**The data:**
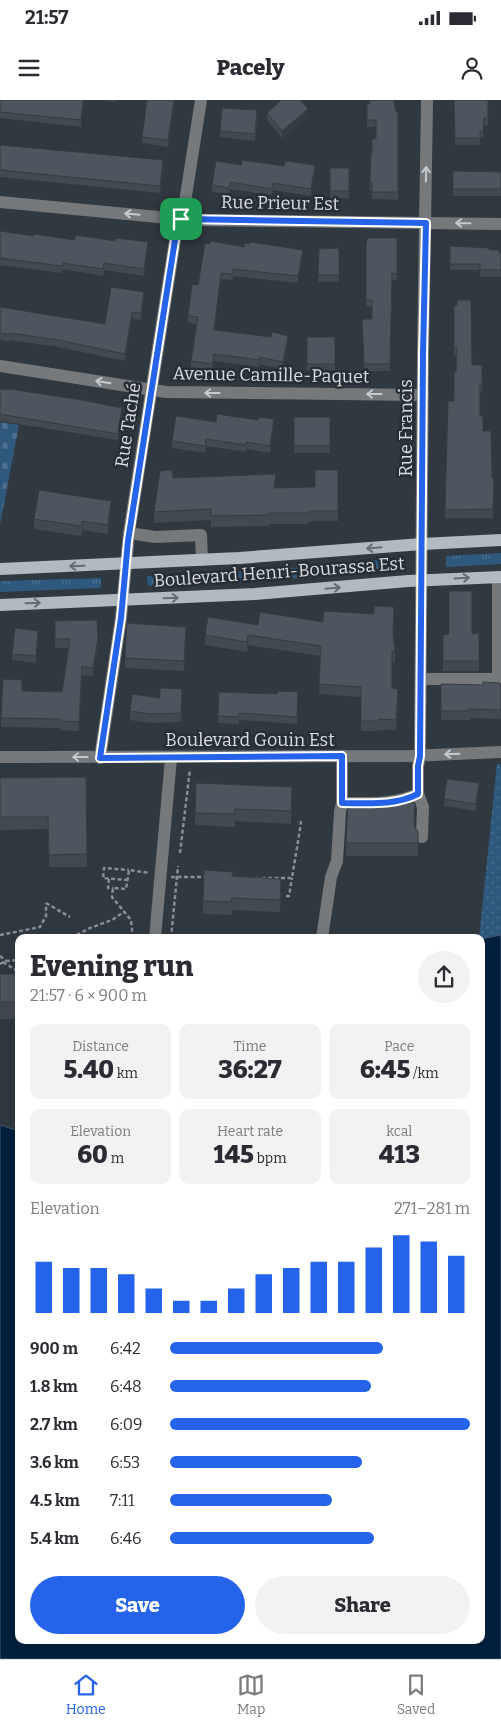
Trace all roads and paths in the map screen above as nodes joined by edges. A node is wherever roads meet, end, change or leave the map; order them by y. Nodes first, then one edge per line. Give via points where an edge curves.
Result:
1 (201, 100) edge
2 (427, 100) edge
3 (0, 202) edge
4 (181, 219) junction
5 (426, 223) junction
6 (501, 224) edge
7 (0, 366) edge
8 (151, 390) junction
9 (423, 395) junction
10 (129, 534) junction
11 (501, 540) edge
12 (422, 544) junction
13 (202, 560) junction
14 (126, 564) junction
15 (0, 569) edge
16 (500, 577) edge
17 (422, 580) junction
18 (123, 600) junction
19 (0, 605) edge
20 (421, 680) junction
21 (501, 752) edge
22 (342, 756) junction
23 (420, 756) junction
24 (0, 757) edge
25 (100, 758) junction
26 (171, 758) junction
27 (190, 768) dead end
28 (418, 794) junction
29 (342, 803) junction
30 (297, 822) dead end
31 (422, 836) dead end
32 (180, 853) dead end
33 (178, 866) dead end
34 (130, 870) junction
35 (155, 874) dead end
36 (167, 876) dead end
37 (177, 878) junction
38 (212, 878) edge
39 (253, 878) edge
40 (292, 878) junction
41 (109, 879) junction
42 (128, 880) junction
43 (113, 888) junction
44 (286, 896) dead end
45 (124, 912) junction
46 (70, 917) dead end
47 (78, 934) edge
48 (133, 934) edge
49 (154, 934) edge
50 (171, 934) edge
51 (323, 934) edge
52 (0, 935) edge
53 (0, 956) edge
54 (3, 962) edge
55 (15, 970) edge

1 - 4 street, Rue Taché
5 -> 2 street, Rue Francis
4 -> 3 street, Rue Prieur Est
4 - 5 street, Rue Prieur Est
4 - 8 street, Rue Taché
6 -> 5 street, Rue Prieur Est
5 - 9 street, Rue Francis
8 -> 7 street, Avenue Camille-Paquet
9 -> 8 street, Avenue Camille-Paquet
8 - 10 street, Rue Taché
9 - 12 street, Rue Francis
10 - 13 street via 155,537 201,535
10 - 14 street, Rue Taché
11 - 12 main road, Boulevard Henri-Bourassa Est
12 -> 13 main road, Boulevard Henri-Bourassa Est
12 - 17 street, Rue Francis
13 - 14 main road, Boulevard Henri-Bourassa Est
14 -> 15 main road, Boulevard Henri-Bourassa Est
14 - 18 street, Rue Taché
17 -> 16 main road, Boulevard Henri-Bourassa Est
16 - 20 street via 498,679
18 -> 17 main road, Boulevard Henri-Bourassa Est via 255,594
17 - 20 street, Rue Francis
19 -> 18 main road, Boulevard Henri-Bourassa Est
18 - 25 street, Rue Taché
20 - 23 street, Rue Francis
21 -> 23 street, Boulevard Gouin Est
22 - 23 street, Boulevard Gouin Est
22 - 26 street, Boulevard Gouin Est
22 - 29 street
23 - 28 street, Rue Francis
25 -> 24 street, Boulevard Gouin Est
25 - 26 street, Boulevard Gouin Est
26 - 49 street
27 - 32 path
28 - 29 street via 390,803
28 - 31 street, Rue Francis via 423,807
29 - 51 street via 338,861 331,876
30 - 40 path via 301,822
33 - 37 path
34 - 35 path
34 - 41 path via 104,868 103,878
34 - 42 path
36 - 37 path
37 - 38 path
37 - 50 path
39 - 40 path
40 - 44 path via 289,896
41 - 42 path
41 - 43 path via 108,888
42 - 43 path via 126,889
43 - 45 path via 112,897
45 - 47 path
45 - 48 path via 131,920
46 - 52 path via 46,902 46,916 40,928
53 - 54 path
54 - 55 path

**Work instruction:** An exact repeat of the listing above, pictures excluded, is the answer.

**Result below:**
Trace all roads and paths in the map screen above as nodes joined by edges. A node is wherever roads meet, end, change or leave the map; order them by y. Nodes first, then one edge per line. Give via points where an edge curves.
Result:
1 (201, 100) edge
2 (427, 100) edge
3 (0, 202) edge
4 (181, 219) junction
5 (426, 223) junction
6 (501, 224) edge
7 (0, 366) edge
8 (151, 390) junction
9 (423, 395) junction
10 (129, 534) junction
11 (501, 540) edge
12 (422, 544) junction
13 (202, 560) junction
14 (126, 564) junction
15 (0, 569) edge
16 (500, 577) edge
17 (422, 580) junction
18 (123, 600) junction
19 (0, 605) edge
20 (421, 680) junction
21 (501, 752) edge
22 (342, 756) junction
23 (420, 756) junction
24 (0, 757) edge
25 (100, 758) junction
26 (171, 758) junction
27 (190, 768) dead end
28 (418, 794) junction
29 (342, 803) junction
30 (297, 822) dead end
31 (422, 836) dead end
32 (180, 853) dead end
33 (178, 866) dead end
34 (130, 870) junction
35 (155, 874) dead end
36 (167, 876) dead end
37 (177, 878) junction
38 (212, 878) edge
39 (253, 878) edge
40 (292, 878) junction
41 (109, 879) junction
42 (128, 880) junction
43 (113, 888) junction
44 (286, 896) dead end
45 (124, 912) junction
46 (70, 917) dead end
47 (78, 934) edge
48 (133, 934) edge
49 (154, 934) edge
50 (171, 934) edge
51 (323, 934) edge
52 (0, 935) edge
53 (0, 956) edge
54 (3, 962) edge
55 (15, 970) edge

1 - 4 street, Rue Taché
5 -> 2 street, Rue Francis
4 -> 3 street, Rue Prieur Est
4 - 5 street, Rue Prieur Est
4 - 8 street, Rue Taché
6 -> 5 street, Rue Prieur Est
5 - 9 street, Rue Francis
8 -> 7 street, Avenue Camille-Paquet
9 -> 8 street, Avenue Camille-Paquet
8 - 10 street, Rue Taché
9 - 12 street, Rue Francis
10 - 13 street via 155,537 201,535
10 - 14 street, Rue Taché
11 - 12 main road, Boulevard Henri-Bourassa Est
12 -> 13 main road, Boulevard Henri-Bourassa Est
12 - 17 street, Rue Francis
13 - 14 main road, Boulevard Henri-Bourassa Est
14 -> 15 main road, Boulevard Henri-Bourassa Est
14 - 18 street, Rue Taché
17 -> 16 main road, Boulevard Henri-Bourassa Est
16 - 20 street via 498,679
18 -> 17 main road, Boulevard Henri-Bourassa Est via 255,594
17 - 20 street, Rue Francis
19 -> 18 main road, Boulevard Henri-Bourassa Est
18 - 25 street, Rue Taché
20 - 23 street, Rue Francis
21 -> 23 street, Boulevard Gouin Est
22 - 23 street, Boulevard Gouin Est
22 - 26 street, Boulevard Gouin Est
22 - 29 street
23 - 28 street, Rue Francis
25 -> 24 street, Boulevard Gouin Est
25 - 26 street, Boulevard Gouin Est
26 - 49 street
27 - 32 path
28 - 29 street via 390,803
28 - 31 street, Rue Francis via 423,807
29 - 51 street via 338,861 331,876
30 - 40 path via 301,822
33 - 37 path
34 - 35 path
34 - 41 path via 104,868 103,878
34 - 42 path
36 - 37 path
37 - 38 path
37 - 50 path
39 - 40 path
40 - 44 path via 289,896
41 - 42 path
41 - 43 path via 108,888
42 - 43 path via 126,889
43 - 45 path via 112,897
45 - 47 path
45 - 48 path via 131,920
46 - 52 path via 46,902 46,916 40,928
53 - 54 path
54 - 55 path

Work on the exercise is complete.